EXERCISE INPUT:

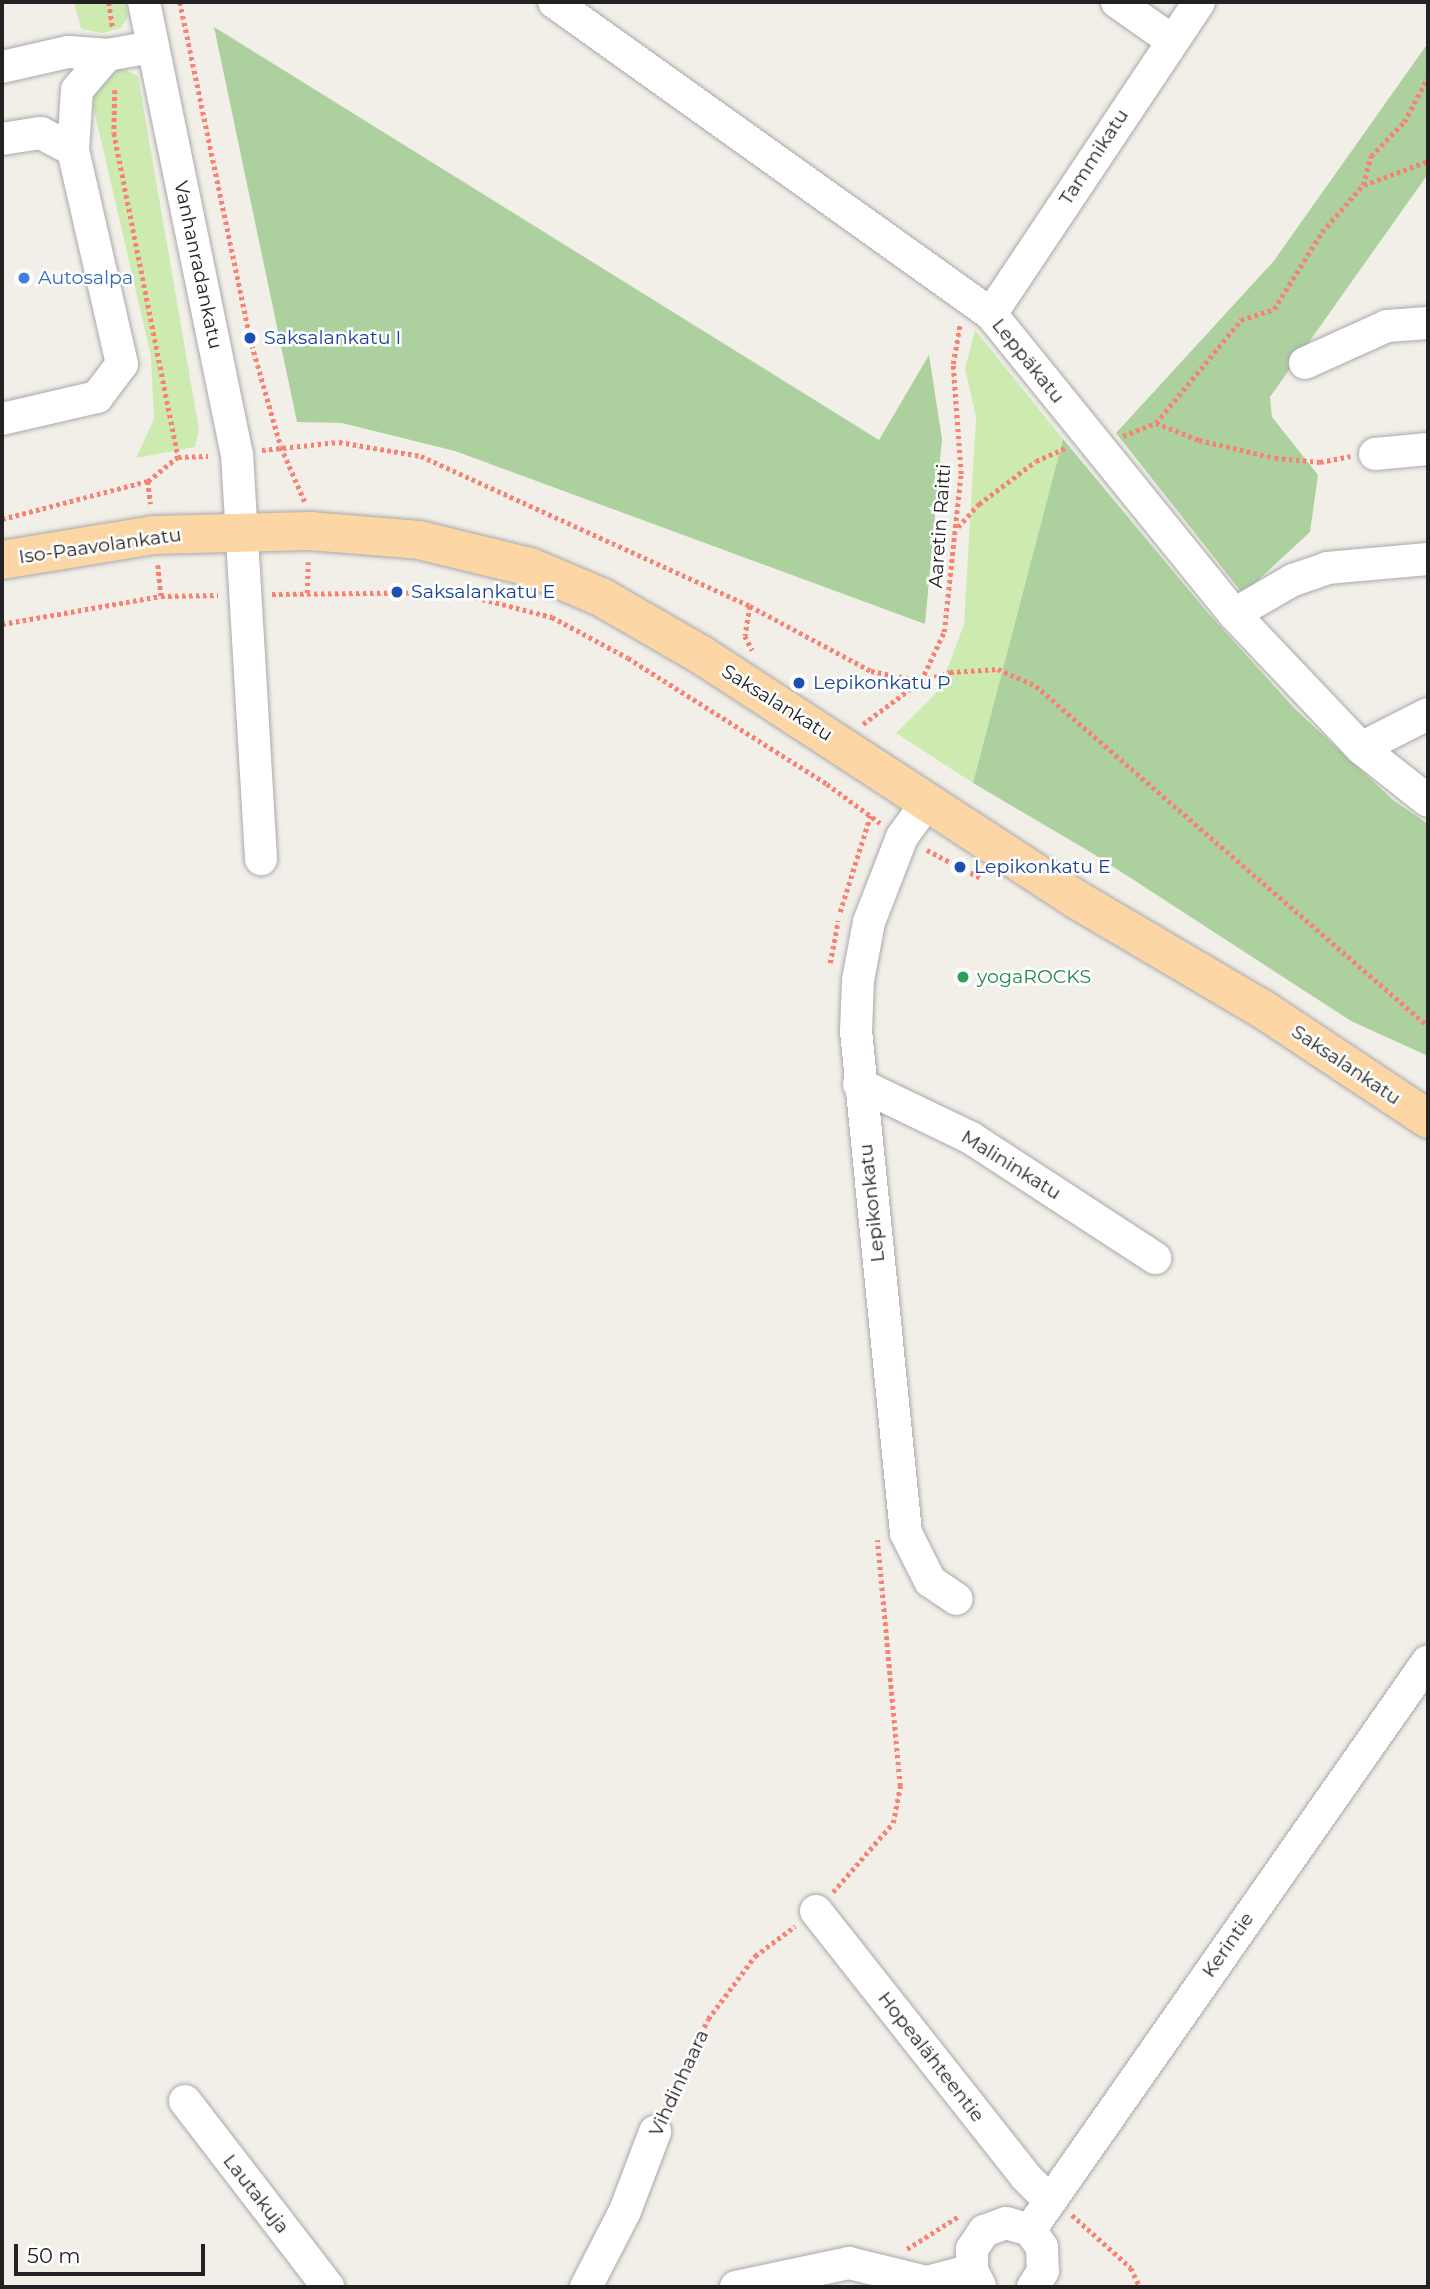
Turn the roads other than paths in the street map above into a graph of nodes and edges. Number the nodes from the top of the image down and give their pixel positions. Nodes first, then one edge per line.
1 (144, 2) edge
2 (554, 2) edge
3 (1117, 2) edge
4 (1199, 2) edge
5 (1171, 40) junction
6 (152, 47) junction
7 (111, 55) junction
8 (2, 67) edge
9 (2, 139) edge
10 (73, 150) junction
11 (983, 307) junction
12 (1428, 323) edge
13 (1305, 363) dead end
14 (2, 419) edge
15 (1428, 449) edge
16 (1375, 453) road end
17 (240, 531) junction
18 (1428, 559) edge
19 (2, 560) edge
20 (1234, 614) junction
21 (1428, 714) edge
22 (1361, 748) junction
23 (1428, 801) edge
24 (927, 802) junction
25 (261, 859) dead end
26 (1264, 1010) junction
27 (859, 1084) junction
28 (1428, 1091) edge
29 (1428, 1119) edge
30 (1155, 1258) dead end
31 (957, 1599) dead end
32 (1428, 1661) edge
33 (816, 1911) road end
34 (185, 2101) dead end
35 (655, 2132) road end
36 (1057, 2205) junction
37 (1030, 2230) junction
38 (976, 2279) edge
39 (328, 2287) edge
40 (586, 2287) edge
41 (736, 2287) edge
42 (1033, 2287) edge

1 - 6 street, Vanhanradankatu
2 - 11 street, Leppäkatu
3 - 5 street
4 - 5 street, Tammikatu
5 - 11 street, Tammikatu
6 - 7 street
6 - 17 street, Vanhanradankatu
7 - 8 street
7 - 10 street
9 - 10 street
10 - 14 street
11 - 20 street, Leppäkatu
12 - 13 street
15 - 16 street
17 - 19 main road, Iso-Paavolankatu
17 - 24 main road, Saksalankatu
17 - 25 street, Vanhanradankatu
18 - 20 street
20 - 22 street, Leppäkatu
21 - 22 street
22 - 23 street, Leppäkatu
24 - 26 main road, Saksalankatu
24 - 27 street, Lepikonkatu
26 - 28 main road, Saksalankatu
26 - 29 main road, Saksalankatu
27 - 30 street, Malininkatu
27 - 31 street, Lepikonkatu
32 - 36 street, Kerintie
33 - 36 street, Hopealähteentie
34 - 39 street, Lautakuja
35 - 40 street, Vihdinhaara
36 - 37 street, Kerintie
37 - 38 street
37 - 42 street
38 - 41 street

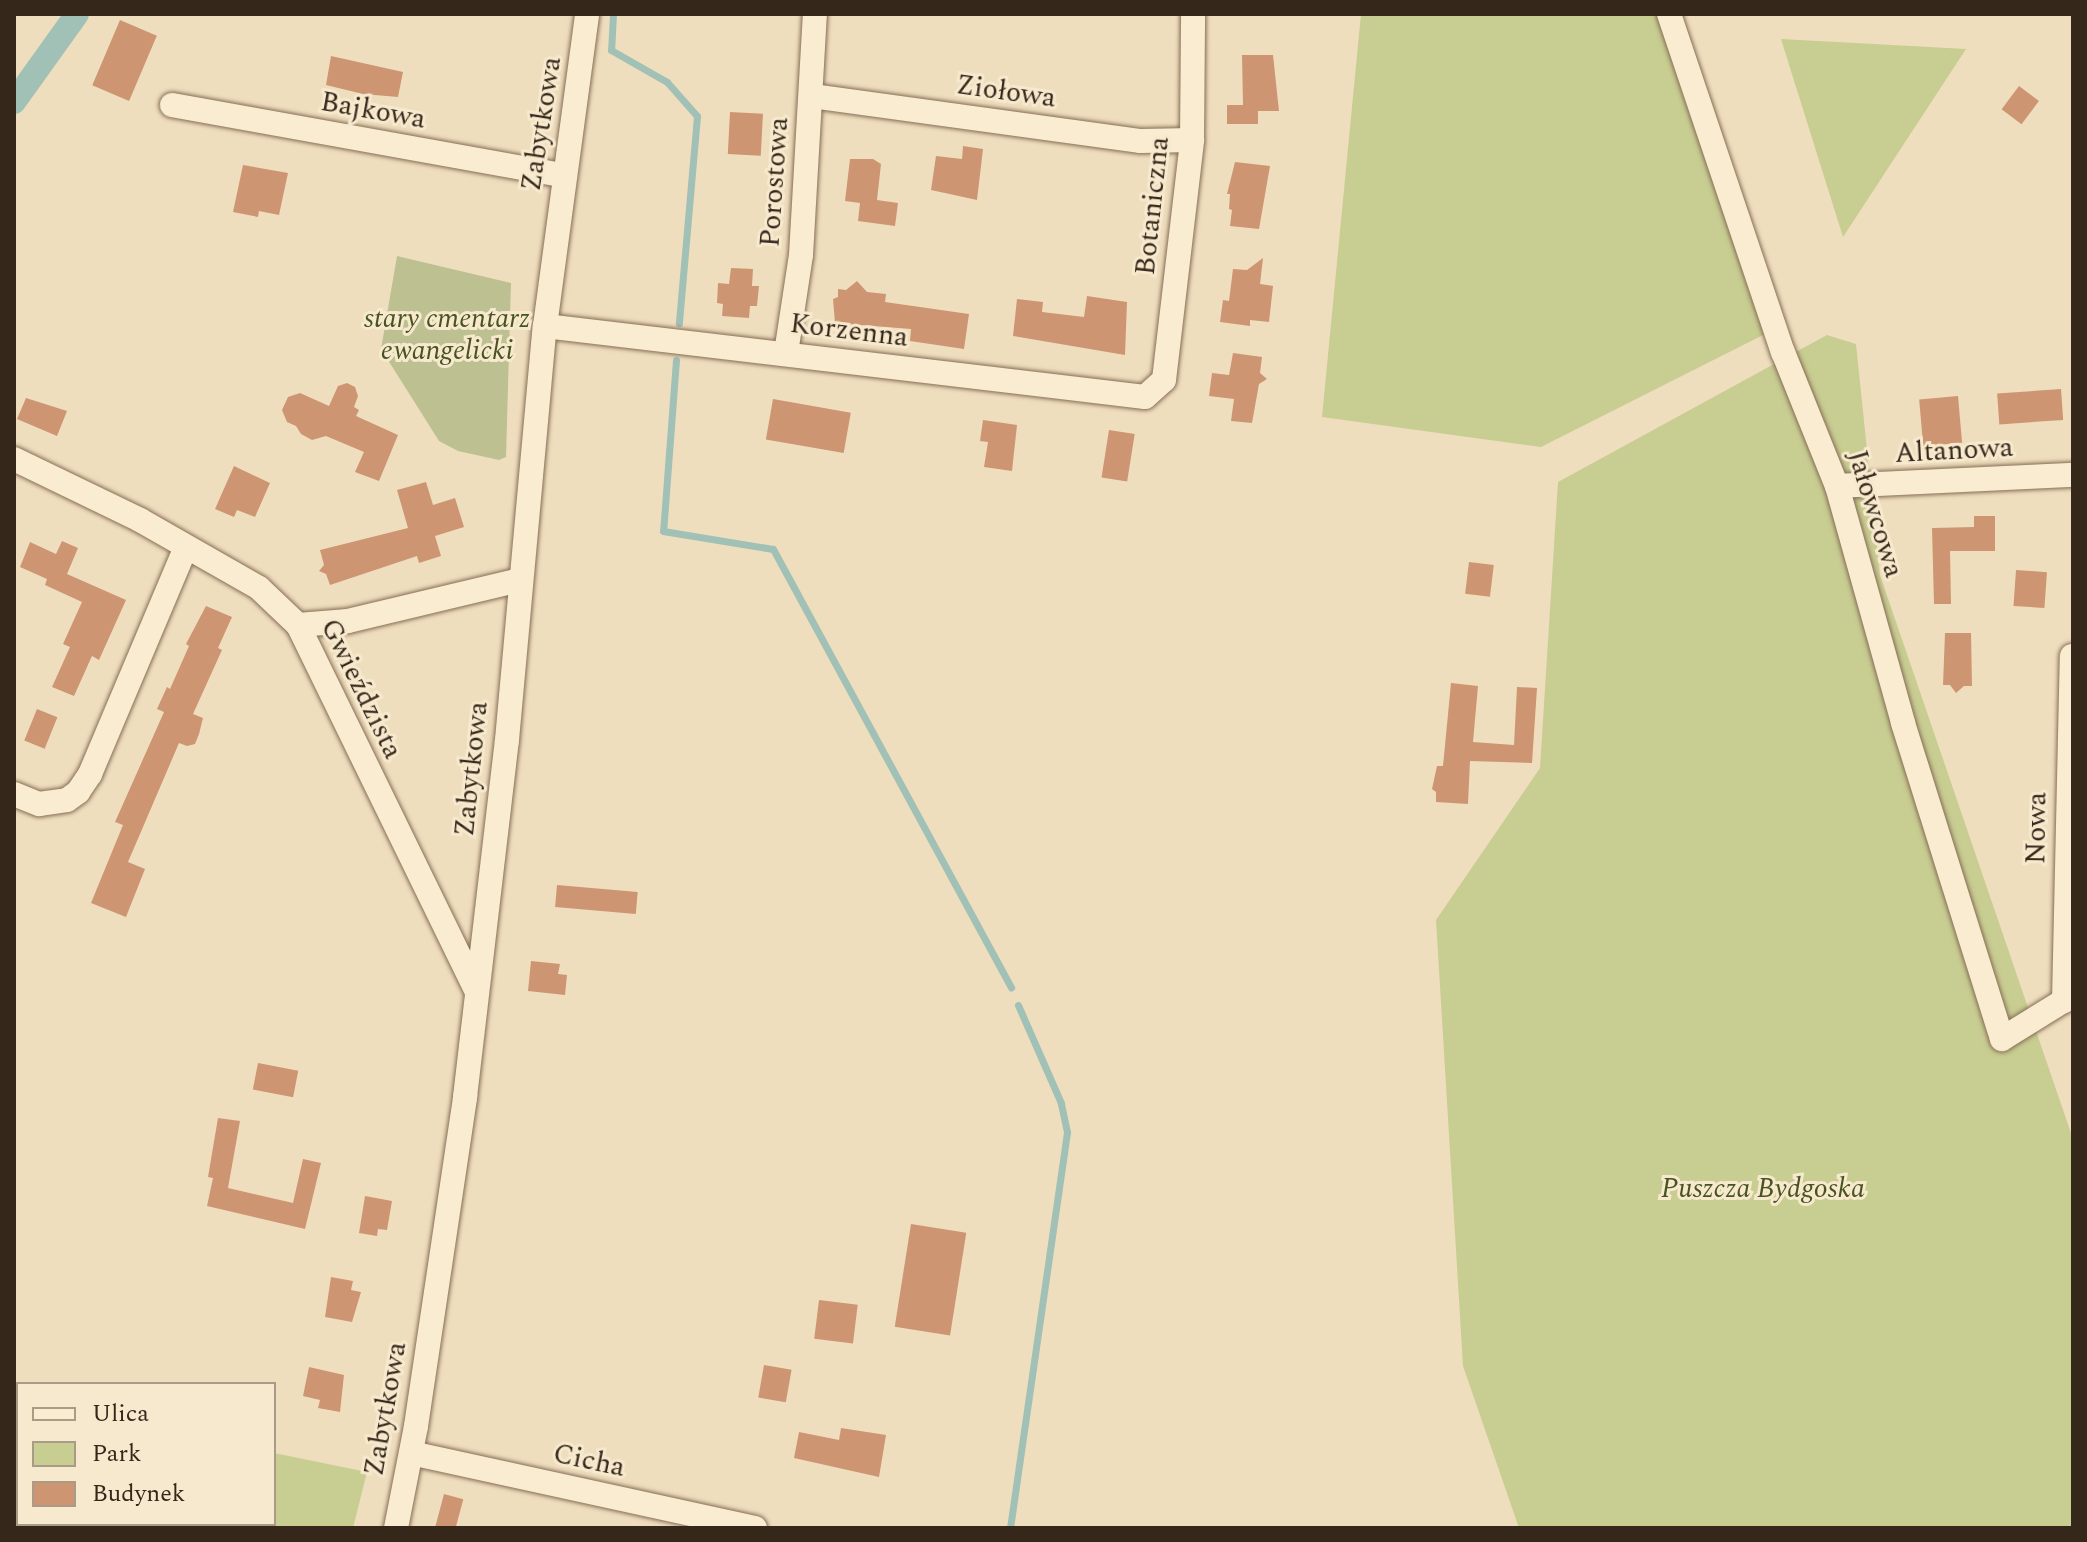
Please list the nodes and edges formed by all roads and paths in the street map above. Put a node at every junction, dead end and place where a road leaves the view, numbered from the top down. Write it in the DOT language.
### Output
graph roads {
  1 [pos="587,14"];
  2 [pos="815,14"];
  3 [pos="1193,14"];
  4 [pos="1669,14"];
  5 [pos="812,96"];
  6 [pos="172,105"];
  7 [pos="1192,140"];
  8 [pos="563,175"];
  9 [pos="545,326"];
  10 [pos="786,353"];
  11 [pos="1145,397"];
  12 [pos="14,459"];
  13 [pos="2073,475"];
  14 [pos="1837,486"];
  15 [pos="186,547"];
  16 [pos="520,580"];
  17 [pos="298,625"];
  18 [pos="2072,656"];
  19 [pos="14,794"];
  20 [pos="476,990"];
  21 [pos="2068,998"];
  22 [pos="411,1453"];
  23 [pos="396,1528"];
  24 [pos="755,1528"];
  1 -- 8 [label="street, Zabytkowa"];
  2 -- 5 [label="street, Porostowa"];
  3 -- 7 [label="street, Botaniczna"];
  4 -- 14 [label="street, Jałowcowa"];
  5 -- 7 [label="street, Ziołowa"];
  5 -- 10 [label="street, Porostowa"];
  6 -- 8 [label="street, Bajkowa"];
  7 -- 11 [label="street, Botaniczna"];
  8 -- 9 [label="street, Zabytkowa"];
  9 -- 10 [label="street, Korzenna"];
  9 -- 16 [label="street, Zabytkowa"];
  10 -- 11 [label="street, Korzenna"];
  12 -- 15 [label="street, Gwieździsta"];
  13 -- 14 [label="street, Altanowa"];
  14 -- 21 [label="street, Jałowcowa"];
  15 -- 17 [label="street, Gwieździsta"];
  15 -- 19 [label="street"];
  16 -- 17 [label="street"];
  16 -- 20 [label="street, Zabytkowa"];
  17 -- 20 [label="street, Gwieździsta"];
  18 -- 21 [label="street, Nowa"];
  20 -- 22 [label="street, Zabytkowa"];
  22 -- 23 [label="street, Zabytkowa"];
  22 -- 24 [label="street, Cicha"];
}
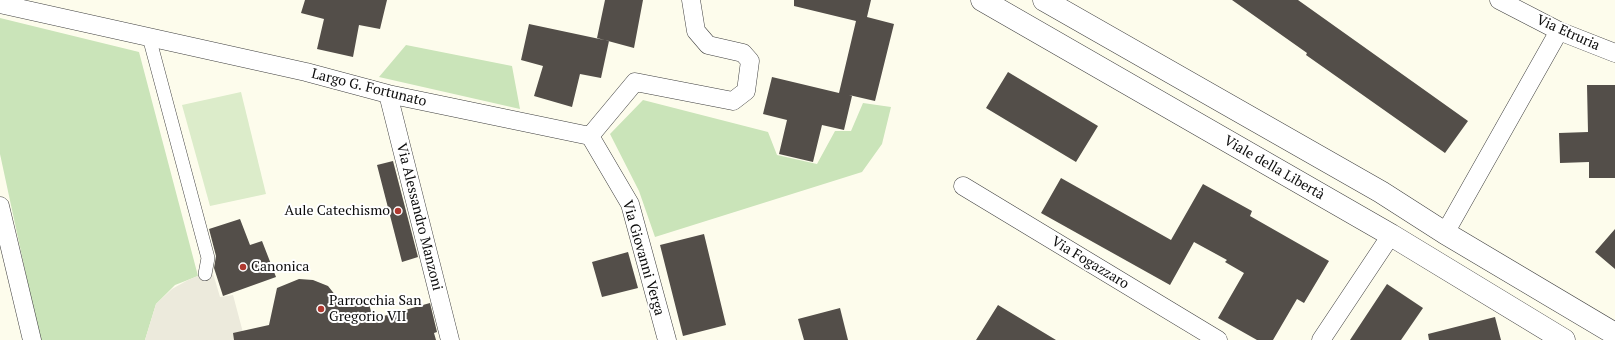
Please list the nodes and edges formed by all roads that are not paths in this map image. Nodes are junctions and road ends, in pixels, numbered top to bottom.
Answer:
1 (691, 0) edge
2 (982, 0) edge
3 (1044, 0) edge
4 (1499, 0) edge
5 (0, 4) edge
6 (1559, 31) junction
7 (149, 37) junction
8 (1615, 53) edge
9 (388, 94) junction
10 (590, 136) junction
11 (963, 186) dead end
12 (0, 206) edge
13 (1445, 233) junction
14 (1390, 235) junction
15 (4, 243) edge
16 (205, 274) dead end
17 (1615, 334) edge
18 (32, 340) edge
19 (450, 340) edge
20 (667, 340) edge
21 (1218, 340) edge
22 (1321, 340) edge
23 (1564, 340) edge

1 - 10 street
2 - 14 street, Viale della Libertà
3 - 13 street
4 - 6 street, Via Etruria
5 - 7 street, Largo G. Fortunato
6 - 8 street, Via Etruria
6 - 13 street
7 - 9 street, Largo G. Fortunato
7 - 16 street
9 - 10 street, Largo G. Fortunato
9 - 19 street, Via Alessandro Manzoni
10 - 20 street, Via Giovanni Verga
11 - 21 street, Via Fogazzaro
12 - 15 street
13 - 17 street
14 - 22 street
14 - 23 street, Viale della Libertà
15 - 18 street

ACTIVITY:
Scan the entries above, and wherever a line holds the string "Vanhanradankatu", copy it.

YOUR RESPONSE:
1 - 6 street, Vanhanradankatu
6 - 17 street, Vanhanradankatu
17 - 25 street, Vanhanradankatu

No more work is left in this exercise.